Whenever a line in the data holds the string "Chemin", pull that line out.

────────────────────

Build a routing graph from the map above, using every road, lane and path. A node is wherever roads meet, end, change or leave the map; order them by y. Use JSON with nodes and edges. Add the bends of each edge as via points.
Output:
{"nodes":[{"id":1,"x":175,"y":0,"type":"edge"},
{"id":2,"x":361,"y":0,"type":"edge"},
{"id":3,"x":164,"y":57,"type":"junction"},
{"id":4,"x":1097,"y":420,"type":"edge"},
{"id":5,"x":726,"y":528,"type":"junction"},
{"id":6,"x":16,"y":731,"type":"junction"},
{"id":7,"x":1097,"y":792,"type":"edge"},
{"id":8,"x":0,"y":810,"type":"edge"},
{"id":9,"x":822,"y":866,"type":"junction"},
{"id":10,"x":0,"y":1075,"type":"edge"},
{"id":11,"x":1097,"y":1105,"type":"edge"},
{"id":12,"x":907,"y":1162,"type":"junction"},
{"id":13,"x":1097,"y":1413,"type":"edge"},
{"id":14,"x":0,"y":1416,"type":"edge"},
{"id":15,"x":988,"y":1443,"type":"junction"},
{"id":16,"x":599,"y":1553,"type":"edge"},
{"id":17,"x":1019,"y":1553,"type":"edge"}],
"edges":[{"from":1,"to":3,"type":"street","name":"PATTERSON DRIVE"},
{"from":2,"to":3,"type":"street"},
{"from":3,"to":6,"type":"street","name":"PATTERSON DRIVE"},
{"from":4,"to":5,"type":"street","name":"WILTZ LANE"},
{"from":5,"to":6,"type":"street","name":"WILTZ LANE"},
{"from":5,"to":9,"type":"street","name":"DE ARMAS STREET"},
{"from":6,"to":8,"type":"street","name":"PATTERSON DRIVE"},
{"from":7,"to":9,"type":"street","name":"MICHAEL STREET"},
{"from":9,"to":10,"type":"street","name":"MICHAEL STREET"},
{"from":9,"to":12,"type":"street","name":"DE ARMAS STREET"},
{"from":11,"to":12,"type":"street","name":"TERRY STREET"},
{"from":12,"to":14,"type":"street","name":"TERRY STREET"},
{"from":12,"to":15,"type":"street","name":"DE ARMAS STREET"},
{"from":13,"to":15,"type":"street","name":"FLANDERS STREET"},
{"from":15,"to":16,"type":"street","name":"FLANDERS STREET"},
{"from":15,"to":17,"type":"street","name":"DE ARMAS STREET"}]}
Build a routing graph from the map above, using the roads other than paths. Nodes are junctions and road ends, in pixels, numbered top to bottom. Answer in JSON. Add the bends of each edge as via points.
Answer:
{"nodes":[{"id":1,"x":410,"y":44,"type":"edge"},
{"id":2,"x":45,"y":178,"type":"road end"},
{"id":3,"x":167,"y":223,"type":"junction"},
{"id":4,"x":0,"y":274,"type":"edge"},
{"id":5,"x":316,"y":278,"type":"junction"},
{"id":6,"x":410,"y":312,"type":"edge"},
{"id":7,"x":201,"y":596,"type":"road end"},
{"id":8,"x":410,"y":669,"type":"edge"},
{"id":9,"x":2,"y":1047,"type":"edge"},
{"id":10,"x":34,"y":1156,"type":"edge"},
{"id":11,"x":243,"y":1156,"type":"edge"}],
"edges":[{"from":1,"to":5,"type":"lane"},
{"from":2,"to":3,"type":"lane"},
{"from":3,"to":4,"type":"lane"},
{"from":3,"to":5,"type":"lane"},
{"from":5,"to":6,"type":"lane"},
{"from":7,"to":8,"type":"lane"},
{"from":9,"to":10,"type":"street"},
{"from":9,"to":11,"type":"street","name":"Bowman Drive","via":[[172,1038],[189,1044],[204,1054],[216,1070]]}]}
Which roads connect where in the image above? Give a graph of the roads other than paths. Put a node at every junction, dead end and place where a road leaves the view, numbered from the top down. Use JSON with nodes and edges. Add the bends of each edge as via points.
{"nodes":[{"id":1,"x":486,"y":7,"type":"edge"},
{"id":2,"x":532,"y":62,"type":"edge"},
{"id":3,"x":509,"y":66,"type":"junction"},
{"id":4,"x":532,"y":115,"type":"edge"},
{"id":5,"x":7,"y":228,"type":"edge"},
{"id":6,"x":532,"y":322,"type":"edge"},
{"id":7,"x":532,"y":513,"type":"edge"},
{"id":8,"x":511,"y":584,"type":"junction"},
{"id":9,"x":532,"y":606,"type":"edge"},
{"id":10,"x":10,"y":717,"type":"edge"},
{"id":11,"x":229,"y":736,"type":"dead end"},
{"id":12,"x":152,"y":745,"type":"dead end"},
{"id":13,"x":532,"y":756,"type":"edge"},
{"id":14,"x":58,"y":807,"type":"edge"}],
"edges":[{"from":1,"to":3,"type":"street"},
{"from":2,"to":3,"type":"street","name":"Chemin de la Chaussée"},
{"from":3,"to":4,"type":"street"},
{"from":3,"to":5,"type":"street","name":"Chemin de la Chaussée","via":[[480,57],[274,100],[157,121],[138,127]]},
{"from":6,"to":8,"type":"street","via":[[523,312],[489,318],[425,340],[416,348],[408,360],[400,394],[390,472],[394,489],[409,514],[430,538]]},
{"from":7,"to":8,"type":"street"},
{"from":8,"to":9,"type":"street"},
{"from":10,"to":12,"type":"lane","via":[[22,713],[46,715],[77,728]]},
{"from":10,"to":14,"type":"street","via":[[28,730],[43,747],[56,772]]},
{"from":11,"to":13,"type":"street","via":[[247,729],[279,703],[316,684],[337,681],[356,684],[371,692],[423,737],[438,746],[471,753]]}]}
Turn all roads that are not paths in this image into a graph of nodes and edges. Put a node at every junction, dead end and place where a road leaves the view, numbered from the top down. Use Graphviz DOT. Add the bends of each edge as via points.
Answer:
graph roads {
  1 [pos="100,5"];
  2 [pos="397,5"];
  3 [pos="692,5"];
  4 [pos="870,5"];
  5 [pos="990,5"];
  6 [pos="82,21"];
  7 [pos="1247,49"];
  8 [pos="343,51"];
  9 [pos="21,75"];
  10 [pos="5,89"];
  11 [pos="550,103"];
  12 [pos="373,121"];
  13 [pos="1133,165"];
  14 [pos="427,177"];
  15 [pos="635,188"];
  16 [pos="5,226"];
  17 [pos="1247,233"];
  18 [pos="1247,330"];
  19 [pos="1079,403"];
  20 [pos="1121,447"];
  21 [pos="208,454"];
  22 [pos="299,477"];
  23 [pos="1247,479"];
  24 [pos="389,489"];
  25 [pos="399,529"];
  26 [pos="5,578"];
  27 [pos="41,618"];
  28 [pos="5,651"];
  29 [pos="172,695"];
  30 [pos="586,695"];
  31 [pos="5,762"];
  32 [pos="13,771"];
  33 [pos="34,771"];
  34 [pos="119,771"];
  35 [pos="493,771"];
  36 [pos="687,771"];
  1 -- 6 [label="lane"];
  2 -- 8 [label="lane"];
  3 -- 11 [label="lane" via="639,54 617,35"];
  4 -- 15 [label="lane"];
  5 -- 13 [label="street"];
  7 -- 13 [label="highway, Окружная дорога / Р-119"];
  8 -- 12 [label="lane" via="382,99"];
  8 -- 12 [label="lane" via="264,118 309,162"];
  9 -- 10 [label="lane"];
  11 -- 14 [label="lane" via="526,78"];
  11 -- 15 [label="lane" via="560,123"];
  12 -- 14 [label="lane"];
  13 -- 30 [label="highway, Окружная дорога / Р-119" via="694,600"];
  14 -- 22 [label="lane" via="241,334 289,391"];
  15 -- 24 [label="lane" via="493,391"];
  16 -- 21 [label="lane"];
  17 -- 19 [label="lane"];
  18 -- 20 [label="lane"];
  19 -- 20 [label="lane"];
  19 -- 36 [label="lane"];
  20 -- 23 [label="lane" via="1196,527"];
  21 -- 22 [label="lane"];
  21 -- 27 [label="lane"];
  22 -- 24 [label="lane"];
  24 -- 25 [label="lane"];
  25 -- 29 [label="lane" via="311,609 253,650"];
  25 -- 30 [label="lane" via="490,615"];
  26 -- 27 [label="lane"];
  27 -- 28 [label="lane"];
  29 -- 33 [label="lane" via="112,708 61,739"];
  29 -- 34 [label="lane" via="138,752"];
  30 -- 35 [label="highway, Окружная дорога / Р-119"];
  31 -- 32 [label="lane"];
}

────────────────────

Exercise solution:
{"from":2,"to":3,"type":"street","name":"Chemin de la Chaussée"},
{"from":3,"to":5,"type":"street","name":"Chemin de la Chaussée","via":[[480,57],[274,100],[157,121],[138,127]]},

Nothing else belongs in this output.